**TASK DESCRIPTION:** List all lines of the data that include the string "highway".
--- RECORDS SUPPLIED Enclosed Below ---
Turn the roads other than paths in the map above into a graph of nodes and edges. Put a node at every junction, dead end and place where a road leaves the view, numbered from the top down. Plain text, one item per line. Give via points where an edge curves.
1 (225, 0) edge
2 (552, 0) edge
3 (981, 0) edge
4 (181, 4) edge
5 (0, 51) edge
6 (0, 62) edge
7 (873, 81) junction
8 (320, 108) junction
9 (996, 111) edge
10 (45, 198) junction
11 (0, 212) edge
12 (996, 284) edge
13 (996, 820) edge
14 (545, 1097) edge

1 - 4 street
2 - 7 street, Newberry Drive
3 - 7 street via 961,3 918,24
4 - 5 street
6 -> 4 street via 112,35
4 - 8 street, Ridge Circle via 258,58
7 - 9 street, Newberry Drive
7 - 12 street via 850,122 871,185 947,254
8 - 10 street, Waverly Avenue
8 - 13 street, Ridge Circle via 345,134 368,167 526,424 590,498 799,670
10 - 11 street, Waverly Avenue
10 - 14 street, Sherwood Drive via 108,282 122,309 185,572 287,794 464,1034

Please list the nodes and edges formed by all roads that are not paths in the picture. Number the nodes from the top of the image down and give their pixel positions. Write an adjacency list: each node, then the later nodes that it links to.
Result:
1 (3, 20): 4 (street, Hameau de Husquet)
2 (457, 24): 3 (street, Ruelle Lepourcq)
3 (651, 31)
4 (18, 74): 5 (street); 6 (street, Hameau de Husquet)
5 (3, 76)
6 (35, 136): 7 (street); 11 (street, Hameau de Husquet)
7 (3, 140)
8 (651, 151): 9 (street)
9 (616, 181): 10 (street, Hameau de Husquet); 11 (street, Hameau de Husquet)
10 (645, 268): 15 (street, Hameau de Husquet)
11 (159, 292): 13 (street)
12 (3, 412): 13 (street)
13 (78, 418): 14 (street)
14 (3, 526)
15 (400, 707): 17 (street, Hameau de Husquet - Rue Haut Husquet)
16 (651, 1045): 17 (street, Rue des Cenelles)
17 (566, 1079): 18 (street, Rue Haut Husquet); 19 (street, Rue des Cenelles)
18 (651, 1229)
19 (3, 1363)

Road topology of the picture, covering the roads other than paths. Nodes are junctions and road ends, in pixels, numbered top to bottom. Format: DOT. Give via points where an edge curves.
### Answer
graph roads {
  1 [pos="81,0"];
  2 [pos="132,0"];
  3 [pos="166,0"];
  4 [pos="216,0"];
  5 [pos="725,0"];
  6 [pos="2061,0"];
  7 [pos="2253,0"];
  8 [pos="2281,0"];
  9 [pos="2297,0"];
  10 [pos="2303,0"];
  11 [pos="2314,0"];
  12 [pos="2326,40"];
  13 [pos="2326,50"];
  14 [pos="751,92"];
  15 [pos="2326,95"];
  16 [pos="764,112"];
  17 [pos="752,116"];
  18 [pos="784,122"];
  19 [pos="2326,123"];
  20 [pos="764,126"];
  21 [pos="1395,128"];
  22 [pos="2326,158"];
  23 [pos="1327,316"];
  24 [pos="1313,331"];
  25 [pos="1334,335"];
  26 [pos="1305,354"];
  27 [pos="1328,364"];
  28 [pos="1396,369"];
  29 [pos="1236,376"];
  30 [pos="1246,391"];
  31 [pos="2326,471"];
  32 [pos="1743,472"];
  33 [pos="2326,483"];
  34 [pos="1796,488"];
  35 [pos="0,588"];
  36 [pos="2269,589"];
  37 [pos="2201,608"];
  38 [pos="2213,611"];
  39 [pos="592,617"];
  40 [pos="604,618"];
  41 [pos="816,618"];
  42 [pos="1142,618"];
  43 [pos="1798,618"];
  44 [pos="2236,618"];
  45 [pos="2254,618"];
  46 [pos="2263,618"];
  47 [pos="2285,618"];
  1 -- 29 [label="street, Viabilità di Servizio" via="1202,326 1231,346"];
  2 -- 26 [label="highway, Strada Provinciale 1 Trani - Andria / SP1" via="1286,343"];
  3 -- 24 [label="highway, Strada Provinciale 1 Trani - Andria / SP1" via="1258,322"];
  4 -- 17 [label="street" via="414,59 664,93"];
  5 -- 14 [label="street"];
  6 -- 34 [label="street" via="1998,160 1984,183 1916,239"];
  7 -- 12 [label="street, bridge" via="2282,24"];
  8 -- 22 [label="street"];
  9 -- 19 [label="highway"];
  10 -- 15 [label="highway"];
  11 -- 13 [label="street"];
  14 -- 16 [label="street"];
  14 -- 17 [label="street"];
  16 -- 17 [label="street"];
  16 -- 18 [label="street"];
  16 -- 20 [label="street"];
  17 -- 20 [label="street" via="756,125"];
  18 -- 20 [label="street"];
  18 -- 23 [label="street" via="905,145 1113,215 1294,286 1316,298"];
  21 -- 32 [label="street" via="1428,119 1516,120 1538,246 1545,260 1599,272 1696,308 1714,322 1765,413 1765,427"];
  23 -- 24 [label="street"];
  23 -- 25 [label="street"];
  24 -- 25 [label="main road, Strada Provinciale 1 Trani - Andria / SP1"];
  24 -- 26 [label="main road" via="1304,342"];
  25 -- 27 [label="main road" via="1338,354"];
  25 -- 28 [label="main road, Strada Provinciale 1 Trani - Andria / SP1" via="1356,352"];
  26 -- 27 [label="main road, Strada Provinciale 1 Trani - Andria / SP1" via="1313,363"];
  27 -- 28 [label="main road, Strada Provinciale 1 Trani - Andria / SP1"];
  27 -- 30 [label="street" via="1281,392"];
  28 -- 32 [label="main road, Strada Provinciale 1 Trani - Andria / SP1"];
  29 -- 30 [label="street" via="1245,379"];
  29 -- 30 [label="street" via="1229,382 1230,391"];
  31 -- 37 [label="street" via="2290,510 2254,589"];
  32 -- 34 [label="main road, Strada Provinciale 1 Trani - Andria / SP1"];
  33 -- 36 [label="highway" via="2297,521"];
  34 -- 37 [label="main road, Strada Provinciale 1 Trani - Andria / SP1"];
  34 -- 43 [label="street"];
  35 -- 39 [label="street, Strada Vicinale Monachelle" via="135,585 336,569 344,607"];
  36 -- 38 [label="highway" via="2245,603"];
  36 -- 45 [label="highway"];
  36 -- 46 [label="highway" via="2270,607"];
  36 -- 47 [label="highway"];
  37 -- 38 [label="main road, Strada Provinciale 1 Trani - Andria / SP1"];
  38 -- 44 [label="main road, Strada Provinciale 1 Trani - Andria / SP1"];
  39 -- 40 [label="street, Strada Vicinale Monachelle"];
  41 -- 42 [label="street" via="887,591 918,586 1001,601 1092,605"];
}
--- End of Enclosed RECORDS SUPPLIED ---
**ANSWER BOX:**
  2 -- 26 [label="highway, Strada Provinciale 1 Trani - Andria / SP1" via="1286,343"];
  3 -- 24 [label="highway, Strada Provinciale 1 Trani - Andria / SP1" via="1258,322"];
  9 -- 19 [label="highway"];
  10 -- 15 [label="highway"];
  33 -- 36 [label="highway" via="2297,521"];
  36 -- 38 [label="highway" via="2245,603"];
  36 -- 45 [label="highway"];
  36 -- 46 [label="highway" via="2270,607"];
  36 -- 47 [label="highway"];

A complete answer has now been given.